Prompt → Every line with the word "Selva" in it should be extracted from the data that follows.

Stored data

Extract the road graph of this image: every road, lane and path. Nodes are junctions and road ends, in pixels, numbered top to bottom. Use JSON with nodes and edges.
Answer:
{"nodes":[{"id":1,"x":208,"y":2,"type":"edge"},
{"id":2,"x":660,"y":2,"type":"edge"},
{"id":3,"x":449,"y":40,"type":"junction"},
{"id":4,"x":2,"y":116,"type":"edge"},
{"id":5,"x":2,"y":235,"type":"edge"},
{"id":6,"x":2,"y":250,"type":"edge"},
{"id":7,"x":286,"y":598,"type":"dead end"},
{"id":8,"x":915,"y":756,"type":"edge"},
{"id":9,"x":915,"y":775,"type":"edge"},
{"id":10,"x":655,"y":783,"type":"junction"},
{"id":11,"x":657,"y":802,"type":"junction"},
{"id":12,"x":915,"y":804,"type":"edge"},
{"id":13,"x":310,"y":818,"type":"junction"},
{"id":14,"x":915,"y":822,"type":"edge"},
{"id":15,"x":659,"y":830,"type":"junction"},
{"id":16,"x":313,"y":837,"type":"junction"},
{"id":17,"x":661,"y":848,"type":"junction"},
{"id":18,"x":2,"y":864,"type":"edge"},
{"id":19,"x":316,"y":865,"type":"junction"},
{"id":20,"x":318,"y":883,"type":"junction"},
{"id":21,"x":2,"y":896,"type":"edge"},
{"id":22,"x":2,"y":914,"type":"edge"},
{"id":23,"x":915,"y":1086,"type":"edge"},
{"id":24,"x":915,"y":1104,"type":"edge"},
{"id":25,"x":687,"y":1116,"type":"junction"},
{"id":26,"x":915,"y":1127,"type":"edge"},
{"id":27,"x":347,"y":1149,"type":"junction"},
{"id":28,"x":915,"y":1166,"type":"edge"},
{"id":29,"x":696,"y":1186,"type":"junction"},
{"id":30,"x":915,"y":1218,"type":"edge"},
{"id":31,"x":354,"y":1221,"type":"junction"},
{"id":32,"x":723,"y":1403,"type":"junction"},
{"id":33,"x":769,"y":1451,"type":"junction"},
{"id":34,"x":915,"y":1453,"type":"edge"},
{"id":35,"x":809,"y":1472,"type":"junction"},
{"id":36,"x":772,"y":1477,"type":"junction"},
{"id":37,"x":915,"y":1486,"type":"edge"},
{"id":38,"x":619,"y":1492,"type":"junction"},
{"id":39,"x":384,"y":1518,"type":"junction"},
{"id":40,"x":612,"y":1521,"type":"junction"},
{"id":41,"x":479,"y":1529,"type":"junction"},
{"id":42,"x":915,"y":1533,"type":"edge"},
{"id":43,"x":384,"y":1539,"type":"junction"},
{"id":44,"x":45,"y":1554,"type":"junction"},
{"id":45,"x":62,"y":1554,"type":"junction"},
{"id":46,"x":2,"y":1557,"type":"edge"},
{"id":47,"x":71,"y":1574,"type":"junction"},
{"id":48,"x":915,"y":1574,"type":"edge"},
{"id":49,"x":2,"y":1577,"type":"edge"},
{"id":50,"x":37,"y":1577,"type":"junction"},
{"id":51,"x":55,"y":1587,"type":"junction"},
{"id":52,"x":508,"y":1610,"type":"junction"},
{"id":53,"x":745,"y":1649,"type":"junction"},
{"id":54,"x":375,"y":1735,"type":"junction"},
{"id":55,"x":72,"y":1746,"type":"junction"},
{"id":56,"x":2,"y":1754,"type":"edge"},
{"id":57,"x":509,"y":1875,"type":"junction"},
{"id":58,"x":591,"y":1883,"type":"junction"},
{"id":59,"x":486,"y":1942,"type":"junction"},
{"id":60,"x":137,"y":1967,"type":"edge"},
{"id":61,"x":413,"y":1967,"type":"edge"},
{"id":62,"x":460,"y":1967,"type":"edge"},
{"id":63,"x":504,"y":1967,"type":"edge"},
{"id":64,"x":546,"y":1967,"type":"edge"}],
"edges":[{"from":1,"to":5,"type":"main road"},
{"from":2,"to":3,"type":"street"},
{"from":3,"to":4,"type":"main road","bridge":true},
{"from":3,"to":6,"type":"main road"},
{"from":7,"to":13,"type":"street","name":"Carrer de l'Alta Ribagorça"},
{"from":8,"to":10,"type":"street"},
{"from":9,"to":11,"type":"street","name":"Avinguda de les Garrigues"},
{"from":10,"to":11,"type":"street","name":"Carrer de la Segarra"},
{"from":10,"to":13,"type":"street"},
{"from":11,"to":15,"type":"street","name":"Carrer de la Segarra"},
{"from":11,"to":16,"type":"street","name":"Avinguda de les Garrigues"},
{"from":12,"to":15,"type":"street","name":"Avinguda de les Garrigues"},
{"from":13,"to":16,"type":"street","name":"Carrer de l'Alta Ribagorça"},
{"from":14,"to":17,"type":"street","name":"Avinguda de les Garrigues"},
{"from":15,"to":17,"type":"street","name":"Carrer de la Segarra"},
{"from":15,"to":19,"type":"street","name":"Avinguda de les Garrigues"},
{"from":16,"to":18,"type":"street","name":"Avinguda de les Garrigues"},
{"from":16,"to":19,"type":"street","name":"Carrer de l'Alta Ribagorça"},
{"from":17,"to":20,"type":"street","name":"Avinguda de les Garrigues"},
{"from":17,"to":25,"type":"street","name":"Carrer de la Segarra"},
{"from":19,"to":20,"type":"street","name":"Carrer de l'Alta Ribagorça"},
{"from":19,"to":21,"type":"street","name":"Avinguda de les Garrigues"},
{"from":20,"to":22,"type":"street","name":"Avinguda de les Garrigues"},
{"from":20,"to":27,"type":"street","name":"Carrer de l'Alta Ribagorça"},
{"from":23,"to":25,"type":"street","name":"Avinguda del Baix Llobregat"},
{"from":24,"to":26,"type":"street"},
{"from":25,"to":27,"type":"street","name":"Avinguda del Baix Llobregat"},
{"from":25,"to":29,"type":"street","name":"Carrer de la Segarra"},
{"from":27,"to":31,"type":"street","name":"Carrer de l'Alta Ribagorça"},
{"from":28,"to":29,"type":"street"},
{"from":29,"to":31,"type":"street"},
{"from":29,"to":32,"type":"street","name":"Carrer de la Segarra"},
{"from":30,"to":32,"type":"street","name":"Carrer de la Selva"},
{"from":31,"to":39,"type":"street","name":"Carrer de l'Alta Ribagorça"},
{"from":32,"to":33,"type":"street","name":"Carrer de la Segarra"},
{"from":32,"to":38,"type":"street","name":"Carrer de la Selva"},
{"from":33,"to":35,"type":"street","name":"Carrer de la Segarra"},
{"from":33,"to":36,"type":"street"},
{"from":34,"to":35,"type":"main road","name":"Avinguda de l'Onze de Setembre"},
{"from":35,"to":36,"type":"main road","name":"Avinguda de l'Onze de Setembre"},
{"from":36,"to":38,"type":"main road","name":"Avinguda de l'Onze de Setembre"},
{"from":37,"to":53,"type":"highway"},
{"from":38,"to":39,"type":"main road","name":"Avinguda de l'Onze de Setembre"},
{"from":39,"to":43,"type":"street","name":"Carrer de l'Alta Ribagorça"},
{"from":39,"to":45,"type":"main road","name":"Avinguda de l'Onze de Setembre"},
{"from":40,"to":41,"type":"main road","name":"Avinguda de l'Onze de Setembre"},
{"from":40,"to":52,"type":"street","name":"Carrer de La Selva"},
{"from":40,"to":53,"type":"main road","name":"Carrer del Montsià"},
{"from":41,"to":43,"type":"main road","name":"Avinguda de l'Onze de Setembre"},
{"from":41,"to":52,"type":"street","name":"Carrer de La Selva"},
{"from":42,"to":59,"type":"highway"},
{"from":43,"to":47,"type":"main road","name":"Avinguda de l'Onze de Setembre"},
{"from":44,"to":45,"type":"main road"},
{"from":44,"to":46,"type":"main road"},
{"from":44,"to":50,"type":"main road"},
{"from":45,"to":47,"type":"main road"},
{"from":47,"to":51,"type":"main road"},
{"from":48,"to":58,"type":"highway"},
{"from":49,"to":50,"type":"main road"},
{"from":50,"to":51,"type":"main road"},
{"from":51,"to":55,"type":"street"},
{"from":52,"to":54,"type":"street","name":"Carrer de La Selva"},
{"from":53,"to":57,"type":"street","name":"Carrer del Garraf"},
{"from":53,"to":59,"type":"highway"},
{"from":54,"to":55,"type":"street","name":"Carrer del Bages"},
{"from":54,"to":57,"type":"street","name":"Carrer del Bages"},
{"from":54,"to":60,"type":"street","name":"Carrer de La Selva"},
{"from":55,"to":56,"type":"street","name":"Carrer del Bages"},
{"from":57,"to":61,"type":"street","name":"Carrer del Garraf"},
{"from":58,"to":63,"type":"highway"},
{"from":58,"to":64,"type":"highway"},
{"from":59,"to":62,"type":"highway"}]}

Solved problem →
{"from":30,"to":32,"type":"street","name":"Carrer de la Selva"},
{"from":32,"to":38,"type":"street","name":"Carrer de la Selva"},
{"from":40,"to":52,"type":"street","name":"Carrer de La Selva"},
{"from":41,"to":52,"type":"street","name":"Carrer de La Selva"},
{"from":52,"to":54,"type":"street","name":"Carrer de La Selva"},
{"from":54,"to":60,"type":"street","name":"Carrer de La Selva"},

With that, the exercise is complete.